It’s something of a cliché to me and my composer colleagues that the second performance of a new work is more important than the first, and unkind people may sometimes refer to your world première as the ‘world dernière’. I will admit that it’s a good moment when a new group of performers declare that they’re going to pick up one of your most recent compositions. So, thank you to Glasgow’s RCS Voices, the Broen Ensemble and conductor Tim Dean for going to considerable lengths to bring my 40-minute oratorio blue hills beyond blue hills to Scotland, only four months after its first hearing (by the BBC Singers in London.)
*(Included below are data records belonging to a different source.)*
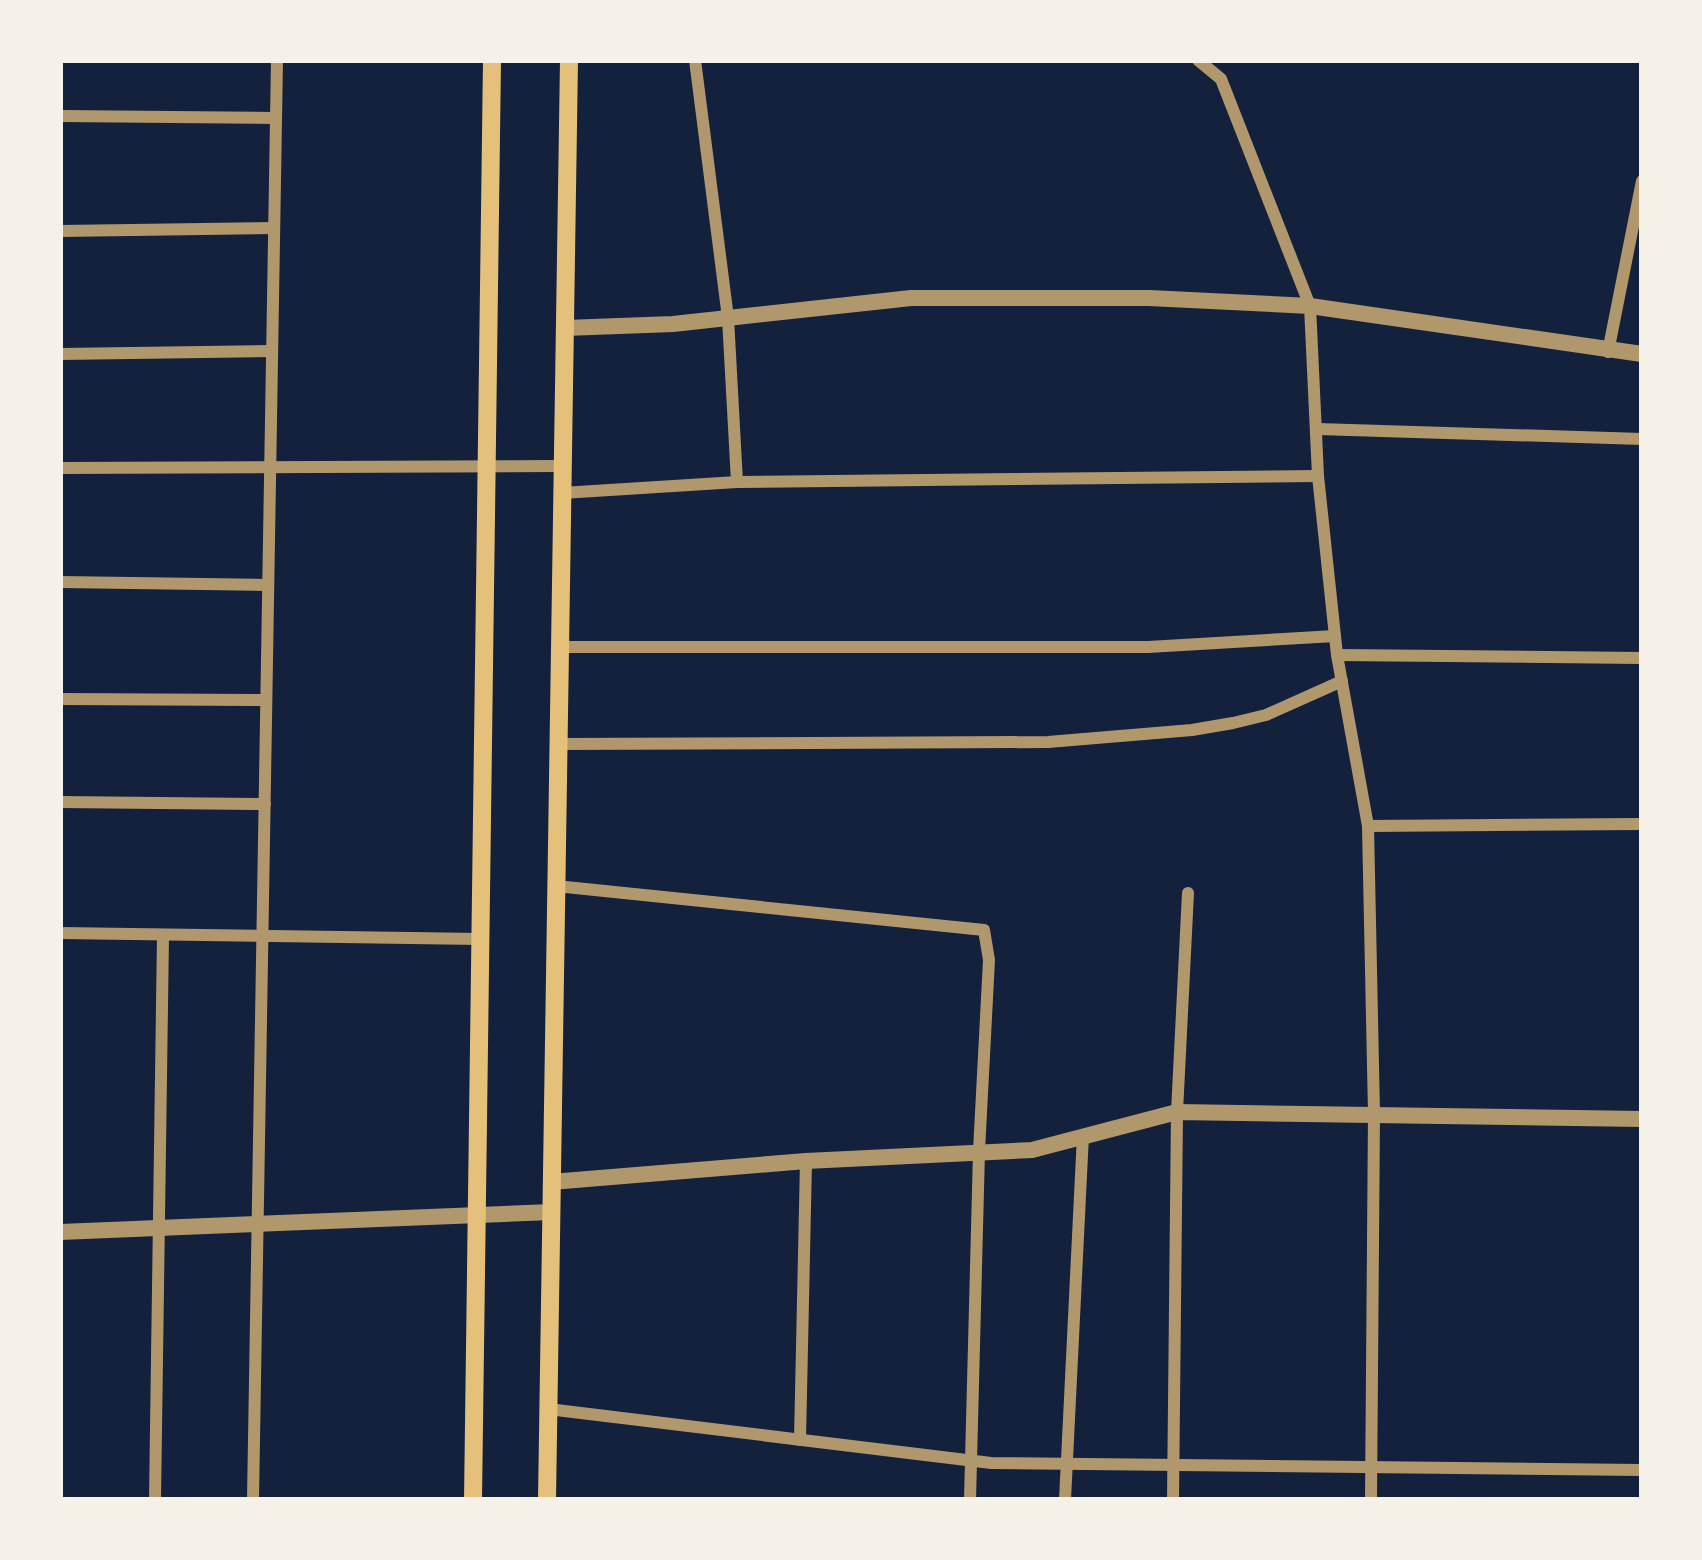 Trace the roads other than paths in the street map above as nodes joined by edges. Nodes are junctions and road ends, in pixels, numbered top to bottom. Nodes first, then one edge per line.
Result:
1 (277, 60) edge
2 (492, 60) edge
3 (569, 60) edge
4 (695, 60) edge
5 (1198, 60) edge
6 (60, 116) edge
7 (276, 118) junction
8 (1642, 181) edge
9 (274, 228) junction
10 (60, 231) edge
11 (1310, 306) junction
12 (728, 318) junction
13 (565, 328) junction
14 (272, 351) junction
15 (1608, 352) junction
16 (60, 353) edge
17 (1642, 354) edge
18 (1318, 428) junction
19 (1642, 439) edge
20 (486, 464) junction
21 (270, 466) junction
22 (562, 466) junction
23 (60, 468) edge
24 (1318, 476) junction
25 (736, 482) junction
26 (562, 493) junction
27 (60, 582) edge
28 (268, 585) junction
29 (1335, 636) junction
30 (560, 647) junction
31 (1337, 655) junction
32 (1642, 658) edge
33 (1342, 681) junction
34 (60, 699) edge
35 (266, 700) junction
36 (558, 744) junction
37 (60, 802) edge
38 (265, 804) junction
39 (1642, 824) edge
40 (1368, 826) junction
41 (556, 886) junction
42 (1188, 892) dead end
43 (60, 933) edge
44 (163, 935) junction
45 (262, 937) junction
46 (480, 938) junction
47 (1177, 1112) junction
48 (1374, 1113) junction
49 (1642, 1119) edge
50 (1084, 1135) junction
51 (979, 1151) junction
52 (806, 1162) junction
53 (551, 1182) junction
54 (551, 1212) junction
55 (476, 1214) junction
56 (258, 1226) junction
57 (159, 1228) junction
58 (60, 1232) edge
59 (548, 1409) junction
60 (800, 1440) junction
61 (971, 1460) junction
62 (1065, 1464) junction
63 (1174, 1465) junction
64 (1372, 1467) junction
65 (1642, 1470) edge
66 (155, 1500) edge
67 (253, 1500) edge
68 (473, 1500) edge
69 (547, 1500) edge
70 (970, 1500) edge
71 (1065, 1500) edge
72 (1173, 1500) edge
73 (1371, 1500) edge

1 - 7 street
2 - 20 main road
3 - 13 main road
4 - 12 street
5 - 11 street
6 - 7 street
7 - 9 street
8 - 15 street
9 - 10 street
9 - 14 street
11 - 12 street
11 - 15 street
11 - 18 street
12 - 13 street
12 - 25 street
13 - 22 main road
14 - 16 street
14 - 21 street
15 - 17 street
18 - 19 street
18 - 24 street
20 - 21 street
20 - 22 street
20 - 46 main road
21 - 23 street
21 - 28 street
22 - 26 main road
24 - 25 street
24 - 29 street
25 - 26 street
26 - 30 main road
27 - 28 street
28 - 35 street
29 - 30 street
29 - 31 street
30 - 36 main road
31 - 32 street
31 - 33 street
33 - 36 street
33 - 40 street
34 - 35 street
35 - 38 street
36 - 41 main road
37 - 38 street
38 - 45 street
39 - 40 street
40 - 48 street
41 - 51 street
41 - 53 main road
42 - 47 street
43 - 44 street
44 - 45 street
44 - 57 street
45 - 46 street
45 - 56 street
46 - 55 main road
47 - 48 street
47 - 50 street
47 - 63 street
48 - 49 street
48 - 64 street
50 - 51 street
50 - 62 street
51 - 52 street
51 - 61 street
52 - 53 street
52 - 60 street
53 - 54 main road
54 - 55 street
54 - 59 main road
55 - 56 street
55 - 68 main road
56 - 57 street
56 - 67 street
57 - 58 street
57 - 66 street
59 - 60 street
59 - 69 main road
60 - 61 street
61 - 62 street
61 - 70 street
62 - 63 street
62 - 71 street
63 - 64 street
63 - 72 street
64 - 65 street
64 - 73 street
A particular pleasure for me (and I think an interesting discovery for our audience) was that the concert was attended by the poet of ‘blue hills’, Alan Spence. Although I’ve by now set a good deal of his work to music, and feel I know some of it pretty well, I had never actually met Alan before, and was delighted to find that he’s just like his poems – modest, observant and generous. It seemed to us remarkable that student singers could master, with considerable elegance, such an extended and technically challenging score. Our music colleges have up to now been somewhat behind the curve with their lack of involvement in ensemble singing, surely a very likely route for singers to start making a living. Tim Dean and colleagues at the Royal Conservatoire have taken a significant step in finding the time and space in the curriculum to explore this important area of vocal music.
Pictured – Glasgow, Garscube Road by night.